Arbeitsblatt zum Gedicht
PDF (29.8 KB)

Details zum Gedicht „Sankt Martinus“

Anzahl Strophen
5
Anzahl Verse
77
Anzahl Wörter
443
Entstehungsjahr
1768 - 1826
Epoche
Aufklärung,
Empfindsamkeit,
Sturm & Drang

Gedicht-Analyse

Das Gedicht „Sankt Martinus“ wurde von Johannes Daniel Falk geschrieben, einem deutschen Dichter, der von 1768 bis 1826 lebte. Sein Werk steht somit in der späten Aufklärungsperiode, auch bekannt als die Goethezeit.

Auf den ersten Blick fällt der erzählende Charakter des Gedichtes auf. Es kommt eher als eine erzählende Ballade denn als ein lyrisches Gedicht im engeren Sinne rüber. Es erzählt die Legende des Heiligen Martin, einem römischen Militär, der bekannt für seine großzügige Haltung gegenüber den Armen war.

Im Inhalt erzählt das Gedicht die bekannte Legende von Martin, der auf seinem Pferd bei Schnee und Sturm reitet und einem bettelnden, nackten Mann begegnet. Obwohl er als Soldat nicht viel besitzt, teilt Martin seinen Mantel mit seinem Schwert und gibt die Hälfte dem frierenden Mann. Später erscheint ihm im Traum Christus, gekleidet in den geteilten Mantel, und dankt ihm für seine Großzügigkeit. Nach diesem Traum lässt Martin sein militärisches Leben hinter sich und wird Bischof.
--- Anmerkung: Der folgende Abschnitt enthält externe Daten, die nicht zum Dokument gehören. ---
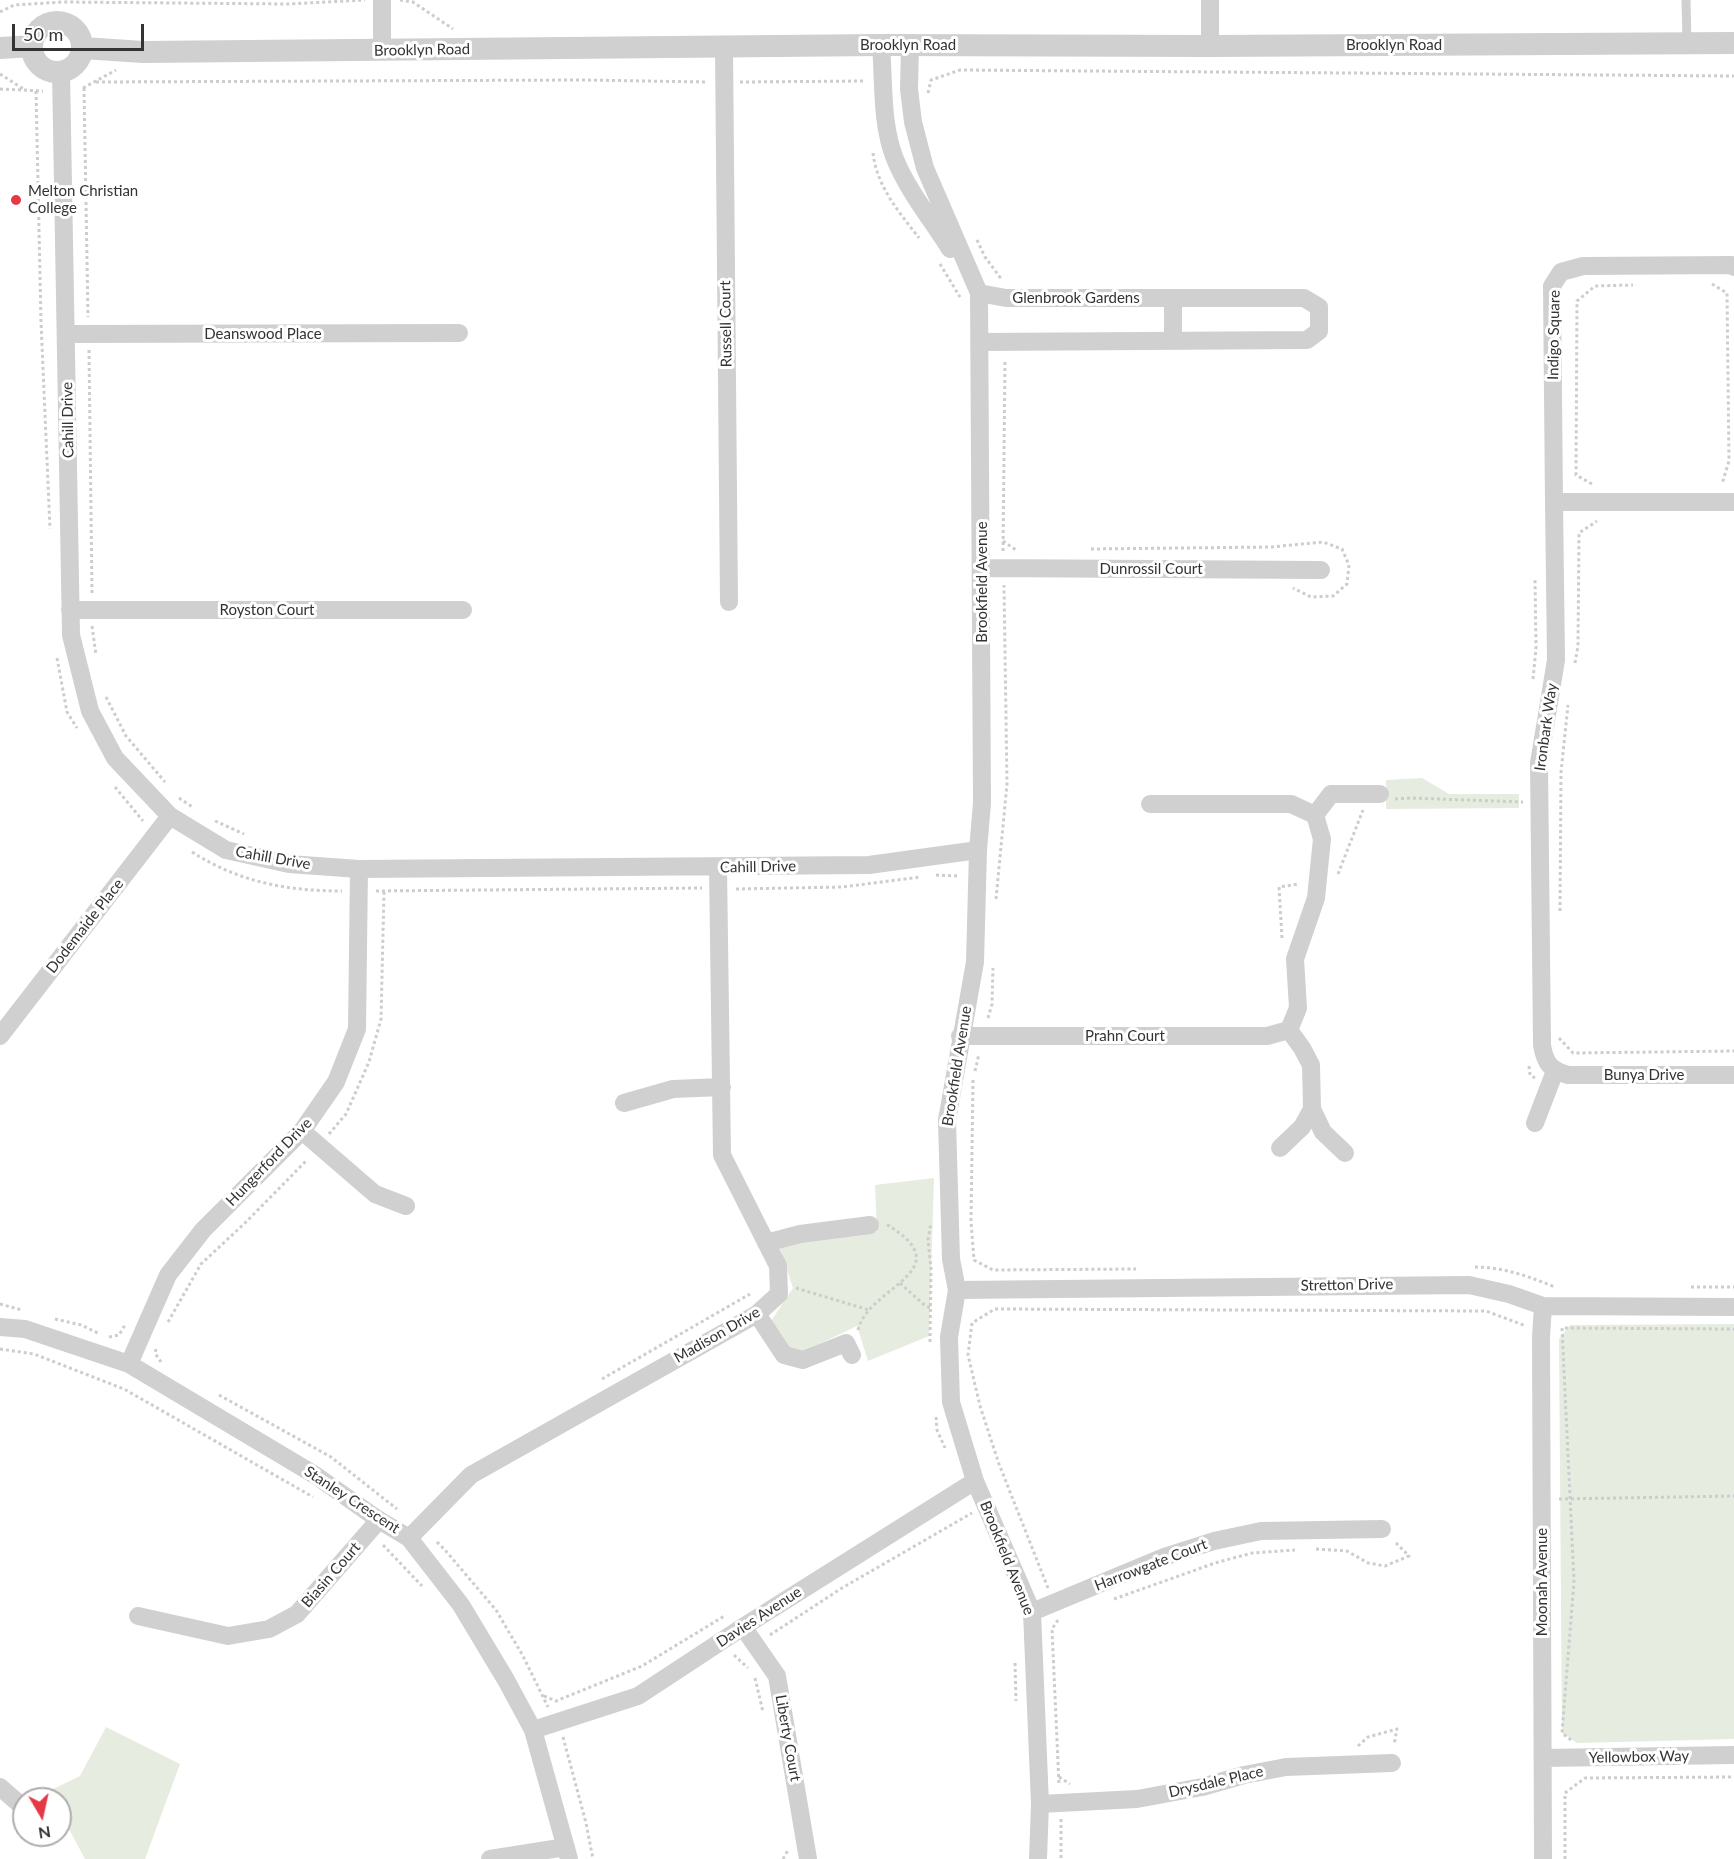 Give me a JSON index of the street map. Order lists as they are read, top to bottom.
{
  "streets": {
    "street": [
      "Brooklyn Road",
      "Glenbrook Gardens",
      "Russell Court",
      "Deanswood Place",
      "Indigo Square",
      "Cahill Drive",
      "Dunrossil Court",
      "Brookfield Avenue",
      "Royston Court",
      "Ironbark Way",
      "Dodemaide Place",
      "Prahn Court",
      "Bunya Drive",
      "Hungerford Drive",
      "Stretton Drive",
      "Madison Drive",
      "Stanley Crescent",
      "Harrowgate Court",
      "Biasin Court",
      "Moonah Avenue",
      "Davies Avenue",
      "Liberty Court",
      "Yellowbox Way",
      "Drysdale Place"
    ]
  },
  "crossings": [
    ["Brooklyn Road", "Russell Court"],
    ["Brooklyn Road", "Cahill Drive"],
    ["Brooklyn Road", "Brookfield Avenue"],
    ["Glenbrook Gardens", "Brookfield Avenue"],
    ["Deanswood Place", "Cahill Drive"],
    ["Indigo Square", "Ironbark Way"],
    ["Cahill Drive", "Brookfield Avenue"],
    ["Cahill Drive", "Royston Court"],
    ["Cahill Drive", "Dodemaide Place"],
    ["Cahill Drive", "Hungerford Drive"],
    ["Dunrossil Court", "Brookfield Avenue"],
    ["Brookfield Avenue", "Prahn Court"],
    ["Brookfield Avenue", "Stretton Drive"],
    ["Brookfield Avenue", "Harrowgate Court"],
    ["Brookfield Avenue", "Davies Avenue"],
    ["Brookfield Avenue", "Drysdale Place"],
    ["Ironbark Way", "Bunya Drive"],
    ["Hungerford Drive", "Stanley Crescent"],
    ["Stretton Drive", "Moonah Avenue"],
    ["Madison Drive", "Stanley Crescent"],
    ["Stanley Crescent", "Biasin Court"],
    ["Stanley Crescent", "Davies Avenue"],
    ["Moonah Avenue", "Yellowbox Way"],
    ["Davies Avenue", "Liberty Court"]
  ],
  "places": ["Melton Christian College"],
  "scale_bar": "50 m",
  "north": "bottom"
} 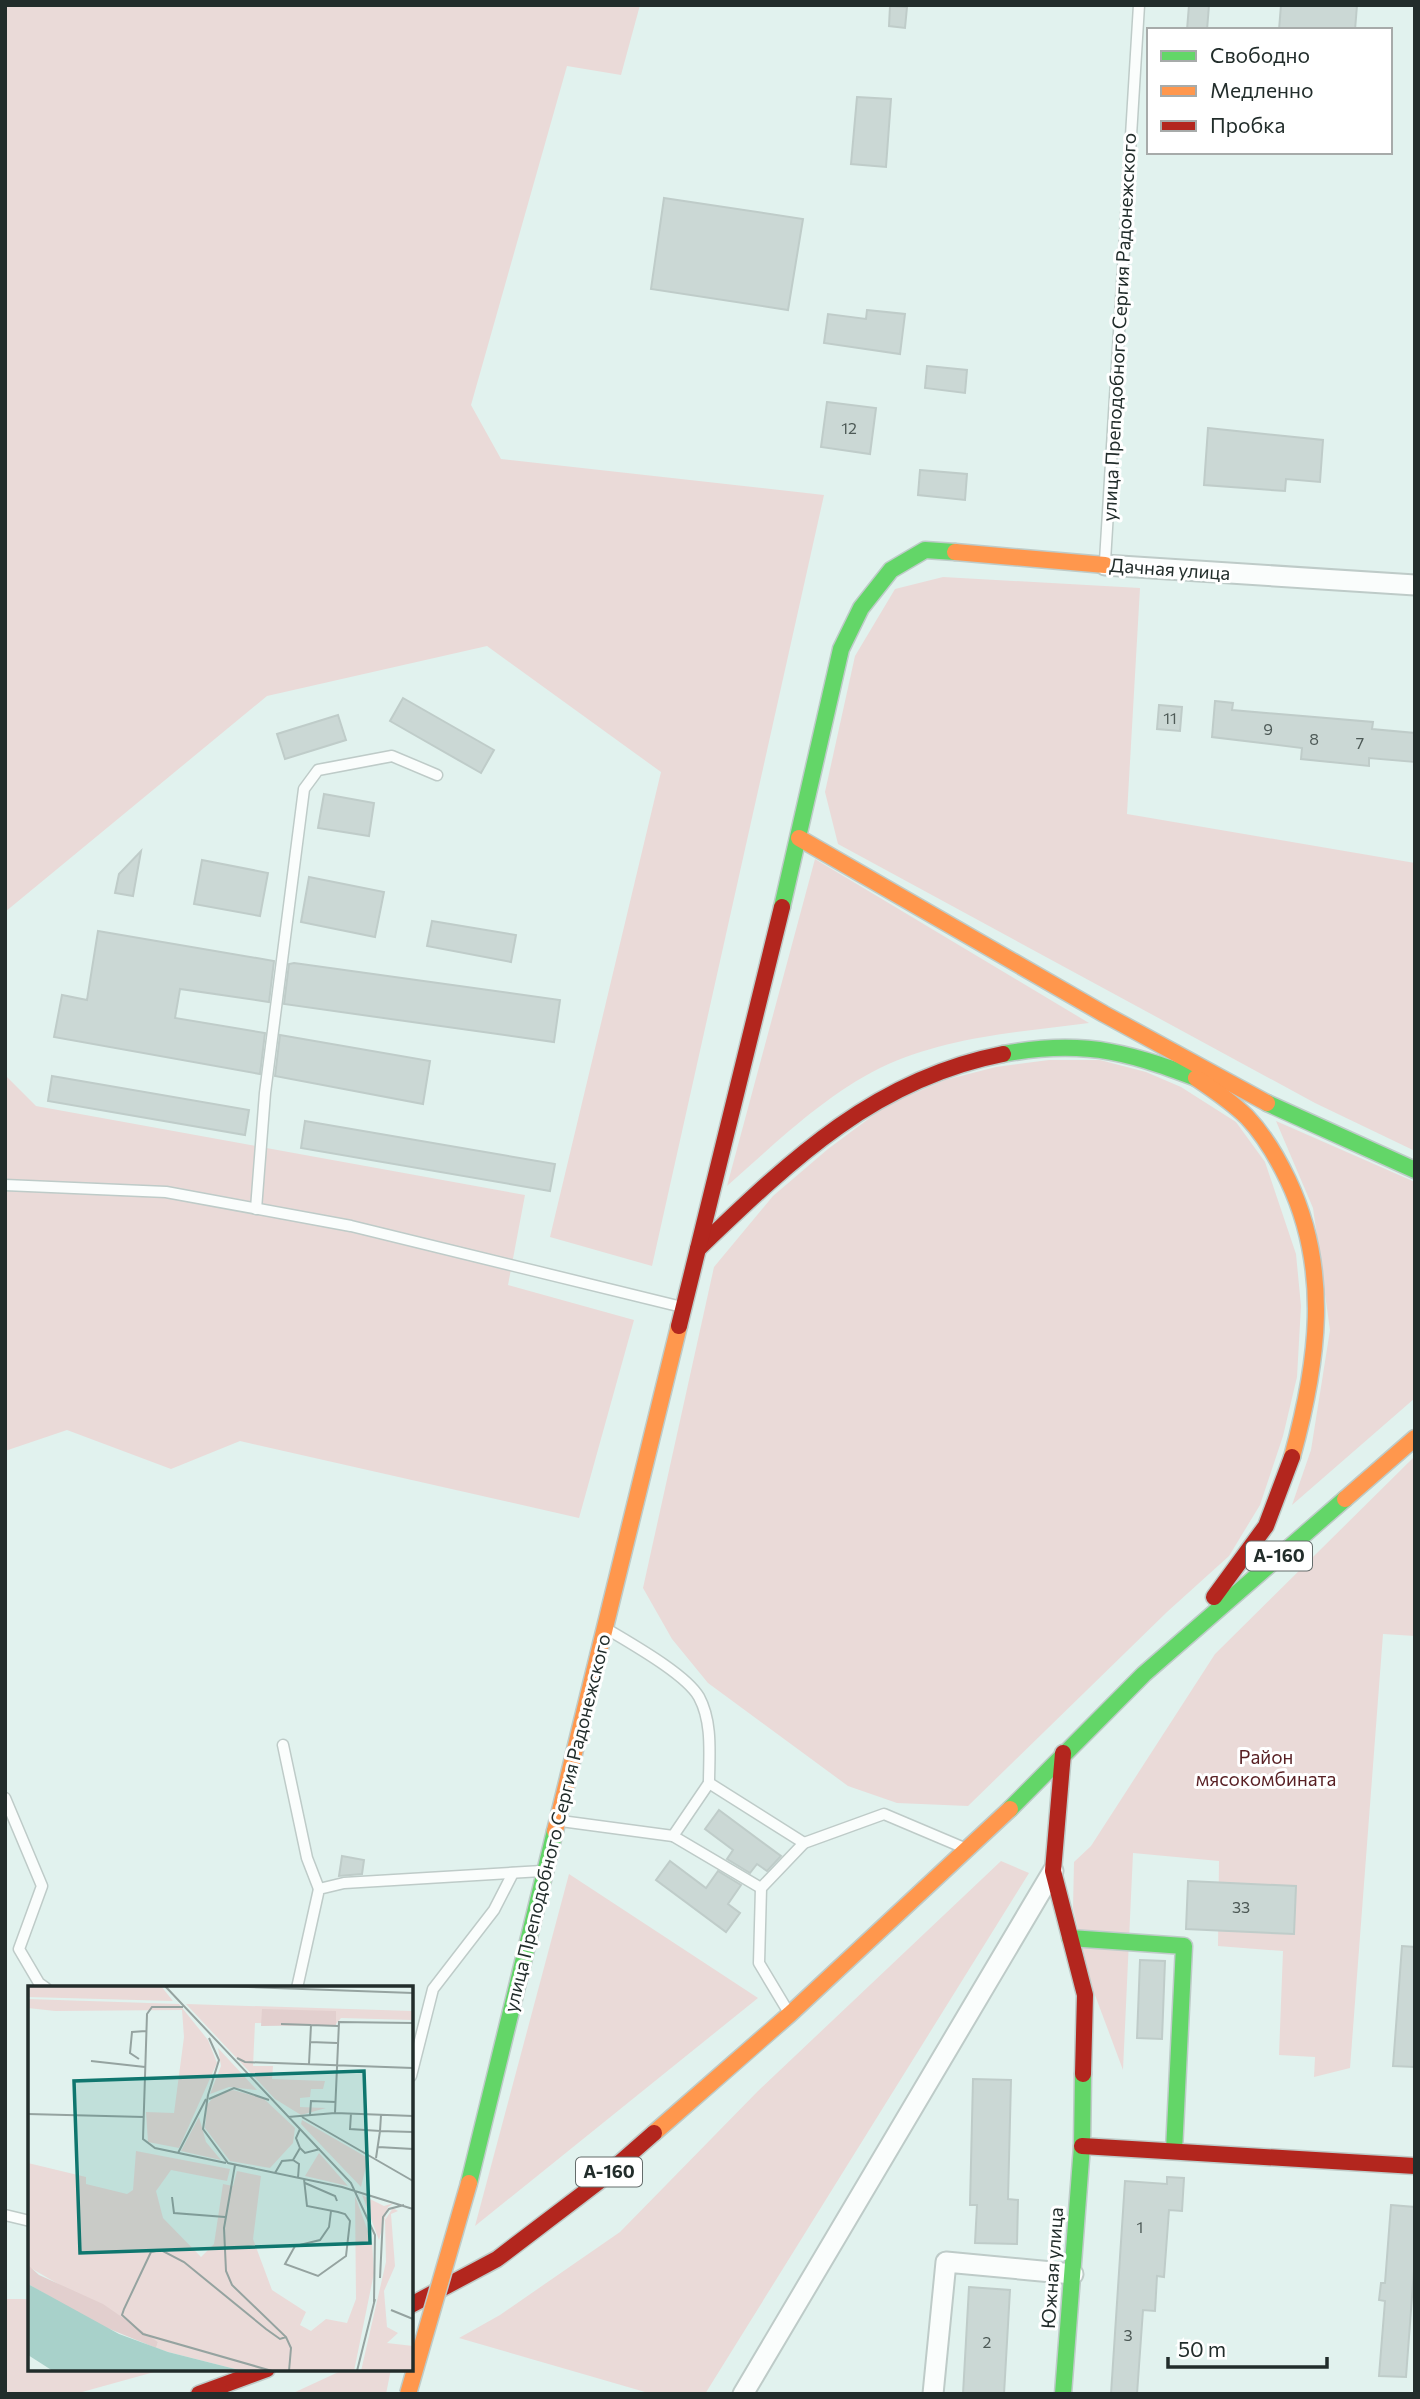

Dieses Gedicht enthält eine deutliche moralische Botschaft, die vom lyrischen Ich erzählt wird: Die Geschichte von Martin, dem großzügigen Soldaten, der zum Bischof wird, ist eine Anregung zur Nächstenliebe und Großzügigkeit gegenüber den Armen und Bedürftigen.

In der Form ist das Gedicht in freie Verse ohne festes Reimschema geschrieben. Es gliedert sich in fünf Strophen unterschiedlicher Länge. Durch die Form wirkt es eher wie eine epische Erzählung als ein typisches Gedicht.

Die Sprache des Gedichts ist relativ einfach und erzählend, mit wenig metaphorischer Verschleierung oder Poesie. Es gibt eine Reihe von Dialogen in dem Gedicht, die dazu dienen, die Handlung voranzutreiben und die Reaktionen der Charaktere auf die Ereignisse zu zeigen. Viele der Verse sind direkten Aussagen oder handlungsorientiert, was dem Gedicht einen stark narrativen, fast prosaischen Charakter verleiht. Es fehlen die typisch lyrischen Elemente wie Metaphern, Symbole oder Introspektionen.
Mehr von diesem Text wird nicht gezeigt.